Viewed as a policy change, FDA acted arbitrarily and capriciously by failing to inform petitioners and by failing to consider their legitimate reliance interests. After all, “[t]hose regulated by an administrative agency are entitled to know the rules by which the game will be played.” (citation omitted) Agencies must provide fair warning of conduct the agency “prohibits or requires” and cannot “unfair[ly] surprise” a party by penalizing it for “good-faith reliance” on the agency’s prior positions. Christopher v. SmithKline Beecham Corp., 567 U.S. 142, 156-57 (2012). . . . FDA’s disregard for the principles of fair notice and consideration of reliance interests is exacerbated here by its refusal to allow petitioners to supplement their applications according to the new requirements.


. . . The MDOs rested on rejecting the types of evidence the agency had previously found likely sufficient, while requiring product-specific studies conducted “over time” that it had previously found unnecessary.
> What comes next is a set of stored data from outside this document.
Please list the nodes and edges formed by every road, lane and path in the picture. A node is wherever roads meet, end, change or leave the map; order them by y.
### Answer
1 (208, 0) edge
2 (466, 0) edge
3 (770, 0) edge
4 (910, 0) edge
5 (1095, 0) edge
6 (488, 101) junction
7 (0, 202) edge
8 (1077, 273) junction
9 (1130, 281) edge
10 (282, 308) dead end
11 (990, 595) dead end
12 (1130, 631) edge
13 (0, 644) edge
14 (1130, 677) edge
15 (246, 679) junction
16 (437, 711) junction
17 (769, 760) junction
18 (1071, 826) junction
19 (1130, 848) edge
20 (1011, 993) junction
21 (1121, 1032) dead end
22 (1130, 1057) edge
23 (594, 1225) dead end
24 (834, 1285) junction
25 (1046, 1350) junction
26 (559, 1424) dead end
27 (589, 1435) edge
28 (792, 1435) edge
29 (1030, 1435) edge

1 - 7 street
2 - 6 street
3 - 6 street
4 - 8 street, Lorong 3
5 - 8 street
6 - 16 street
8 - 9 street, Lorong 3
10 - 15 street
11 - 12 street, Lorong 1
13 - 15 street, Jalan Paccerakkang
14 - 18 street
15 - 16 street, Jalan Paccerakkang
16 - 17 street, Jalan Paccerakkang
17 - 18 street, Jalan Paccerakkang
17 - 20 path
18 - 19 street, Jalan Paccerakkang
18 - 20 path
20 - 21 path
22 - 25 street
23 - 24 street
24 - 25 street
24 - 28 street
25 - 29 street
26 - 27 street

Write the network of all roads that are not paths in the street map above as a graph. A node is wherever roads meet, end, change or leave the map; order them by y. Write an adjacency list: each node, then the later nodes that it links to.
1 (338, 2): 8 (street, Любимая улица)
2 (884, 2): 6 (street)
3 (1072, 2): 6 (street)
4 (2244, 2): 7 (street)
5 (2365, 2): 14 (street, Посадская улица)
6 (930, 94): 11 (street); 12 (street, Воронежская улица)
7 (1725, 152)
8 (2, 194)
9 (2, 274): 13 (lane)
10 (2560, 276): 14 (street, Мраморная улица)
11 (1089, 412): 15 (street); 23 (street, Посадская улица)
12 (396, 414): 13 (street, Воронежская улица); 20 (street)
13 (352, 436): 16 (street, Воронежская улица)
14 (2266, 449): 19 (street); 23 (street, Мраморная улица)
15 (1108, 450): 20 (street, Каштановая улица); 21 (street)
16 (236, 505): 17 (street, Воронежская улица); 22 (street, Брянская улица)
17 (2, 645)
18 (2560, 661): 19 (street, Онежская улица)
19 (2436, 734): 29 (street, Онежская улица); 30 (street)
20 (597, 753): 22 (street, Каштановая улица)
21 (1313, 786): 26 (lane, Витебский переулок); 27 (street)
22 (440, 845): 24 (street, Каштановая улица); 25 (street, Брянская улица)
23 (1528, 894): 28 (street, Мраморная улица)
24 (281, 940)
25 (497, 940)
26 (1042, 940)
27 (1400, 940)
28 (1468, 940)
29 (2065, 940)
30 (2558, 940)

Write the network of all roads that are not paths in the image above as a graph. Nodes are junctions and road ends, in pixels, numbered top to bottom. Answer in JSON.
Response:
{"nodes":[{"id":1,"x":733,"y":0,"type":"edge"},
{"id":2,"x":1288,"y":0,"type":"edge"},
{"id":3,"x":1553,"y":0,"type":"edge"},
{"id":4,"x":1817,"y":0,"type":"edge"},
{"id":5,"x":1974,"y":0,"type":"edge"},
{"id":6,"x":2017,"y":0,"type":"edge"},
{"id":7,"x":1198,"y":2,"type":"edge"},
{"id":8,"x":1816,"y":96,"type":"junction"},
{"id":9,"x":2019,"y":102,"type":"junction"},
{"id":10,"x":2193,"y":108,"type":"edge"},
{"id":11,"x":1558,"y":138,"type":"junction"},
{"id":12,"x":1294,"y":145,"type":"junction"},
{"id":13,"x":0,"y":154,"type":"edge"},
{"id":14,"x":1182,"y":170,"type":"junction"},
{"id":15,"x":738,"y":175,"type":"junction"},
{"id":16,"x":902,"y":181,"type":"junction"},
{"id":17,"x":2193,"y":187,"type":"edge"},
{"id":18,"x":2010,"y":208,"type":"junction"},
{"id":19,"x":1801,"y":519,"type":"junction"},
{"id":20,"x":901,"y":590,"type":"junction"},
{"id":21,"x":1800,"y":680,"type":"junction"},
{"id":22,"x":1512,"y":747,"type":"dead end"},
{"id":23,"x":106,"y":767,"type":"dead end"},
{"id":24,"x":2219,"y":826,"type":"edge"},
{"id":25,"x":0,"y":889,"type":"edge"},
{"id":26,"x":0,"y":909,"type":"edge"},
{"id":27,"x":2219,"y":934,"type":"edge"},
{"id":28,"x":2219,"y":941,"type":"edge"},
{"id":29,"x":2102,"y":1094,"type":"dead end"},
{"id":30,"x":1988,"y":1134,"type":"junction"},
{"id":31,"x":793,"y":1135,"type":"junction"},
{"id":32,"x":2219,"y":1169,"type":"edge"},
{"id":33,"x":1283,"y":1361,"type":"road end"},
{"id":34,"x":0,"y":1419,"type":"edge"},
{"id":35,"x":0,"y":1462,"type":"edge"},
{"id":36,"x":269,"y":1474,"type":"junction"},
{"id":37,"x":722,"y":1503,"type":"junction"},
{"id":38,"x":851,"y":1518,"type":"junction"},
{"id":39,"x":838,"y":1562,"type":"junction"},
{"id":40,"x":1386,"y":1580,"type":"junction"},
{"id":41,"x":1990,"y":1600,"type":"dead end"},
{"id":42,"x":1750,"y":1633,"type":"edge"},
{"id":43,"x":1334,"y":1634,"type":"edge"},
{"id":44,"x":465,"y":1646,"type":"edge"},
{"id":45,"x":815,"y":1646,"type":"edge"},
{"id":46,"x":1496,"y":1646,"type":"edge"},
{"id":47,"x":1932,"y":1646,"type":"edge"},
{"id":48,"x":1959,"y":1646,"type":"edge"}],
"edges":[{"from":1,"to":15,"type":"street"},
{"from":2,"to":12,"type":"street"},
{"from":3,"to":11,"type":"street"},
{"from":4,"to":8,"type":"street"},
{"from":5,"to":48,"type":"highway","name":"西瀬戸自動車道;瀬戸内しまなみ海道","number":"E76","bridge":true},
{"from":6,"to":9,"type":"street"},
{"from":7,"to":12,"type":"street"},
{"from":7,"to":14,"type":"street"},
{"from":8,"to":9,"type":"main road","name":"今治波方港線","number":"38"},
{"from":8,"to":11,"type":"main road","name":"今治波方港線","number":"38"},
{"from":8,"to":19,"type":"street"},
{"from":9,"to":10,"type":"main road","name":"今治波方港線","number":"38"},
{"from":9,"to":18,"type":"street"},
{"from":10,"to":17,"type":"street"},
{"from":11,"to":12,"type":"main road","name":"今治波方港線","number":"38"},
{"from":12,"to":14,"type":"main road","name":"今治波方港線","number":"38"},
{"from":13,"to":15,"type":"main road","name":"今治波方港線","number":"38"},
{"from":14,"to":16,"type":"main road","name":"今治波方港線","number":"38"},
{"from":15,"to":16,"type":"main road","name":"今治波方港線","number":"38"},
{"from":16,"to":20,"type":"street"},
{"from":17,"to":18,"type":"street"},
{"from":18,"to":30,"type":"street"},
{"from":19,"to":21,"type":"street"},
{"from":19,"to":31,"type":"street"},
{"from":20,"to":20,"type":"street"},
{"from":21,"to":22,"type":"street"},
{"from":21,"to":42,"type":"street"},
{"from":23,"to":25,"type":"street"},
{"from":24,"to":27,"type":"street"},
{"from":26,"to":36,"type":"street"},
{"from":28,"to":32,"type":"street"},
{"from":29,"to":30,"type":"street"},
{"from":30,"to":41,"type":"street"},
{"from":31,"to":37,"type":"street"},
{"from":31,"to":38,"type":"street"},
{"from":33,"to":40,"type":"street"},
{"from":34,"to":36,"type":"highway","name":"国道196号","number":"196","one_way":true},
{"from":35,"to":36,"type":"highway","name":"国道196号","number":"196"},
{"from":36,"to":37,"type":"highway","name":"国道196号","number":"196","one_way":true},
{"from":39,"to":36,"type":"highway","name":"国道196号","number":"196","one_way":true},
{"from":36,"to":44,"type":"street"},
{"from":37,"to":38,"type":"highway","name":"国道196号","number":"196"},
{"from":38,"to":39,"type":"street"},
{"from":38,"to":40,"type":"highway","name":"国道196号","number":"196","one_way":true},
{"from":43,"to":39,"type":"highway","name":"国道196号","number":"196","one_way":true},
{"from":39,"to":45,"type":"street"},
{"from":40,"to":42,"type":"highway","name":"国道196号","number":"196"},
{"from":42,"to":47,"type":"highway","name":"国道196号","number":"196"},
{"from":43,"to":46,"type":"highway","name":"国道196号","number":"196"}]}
But laying that aside, the Supreme Court holds that “[w]hen an agency changes its existing position, it…must at least display awareness that it is changing position and show that there are good reasons for the new policy.” Encino Motorcars, LLC v. Navarro, 579 U.S. 211, 136 S. Ct. 2117, 2125-26 (2016) (quotation omitted). It follows that “unexplained inconsistency in agency policy is a reason for holding an [action] to be an arbitrary and capricious change from agency practice.” Id. at 2126 (quotation omitted). FDA’s migration from stating that “in general, FDA does not expect that applicants will need to conduct long-term studies to support an application” to denying petitioners’ MDOs because they lacked long-term studies of comparative efficacy is “unexplained” and “inconsistent” and therefore arbitrary and capricious.

FDA, in sum, sealed the petitioners’ doom by changing its evaluation rules without giving them notice and by ignoring individualized consideration of their plan for marketing restrictions to prevent underage youth access. Even with the noblest of motives in mind, a federal agency does not have license to run companies out of business without adhering to fixed rules of fair procedure. I respectfully dissent.


  1. This MDO also states that “none of the ENDS PMTAs that FDA has evaluated have proposed advertising and promotion restrictions that would decrease appeal to youth to a degree significant enough to address and counter-balance the substantial concerns, and supporting evidence, discussed above regarding youth use.” Because FDA had not seen a successful marketing plan on past applications, it generalized, all future applications must lack worthwhile marketing plans. So much for individualized consideration of marketing plans.
  2. Petitioners did not receive TPLs automatically; they obtained them only through FOIA requests.
  3. As has been explained, FDA also steadfastly represented the critical importance of marketing plans that would prevent underage youth from obtaining petitioners’ products—until it backtracked on that requirement in the TPLs.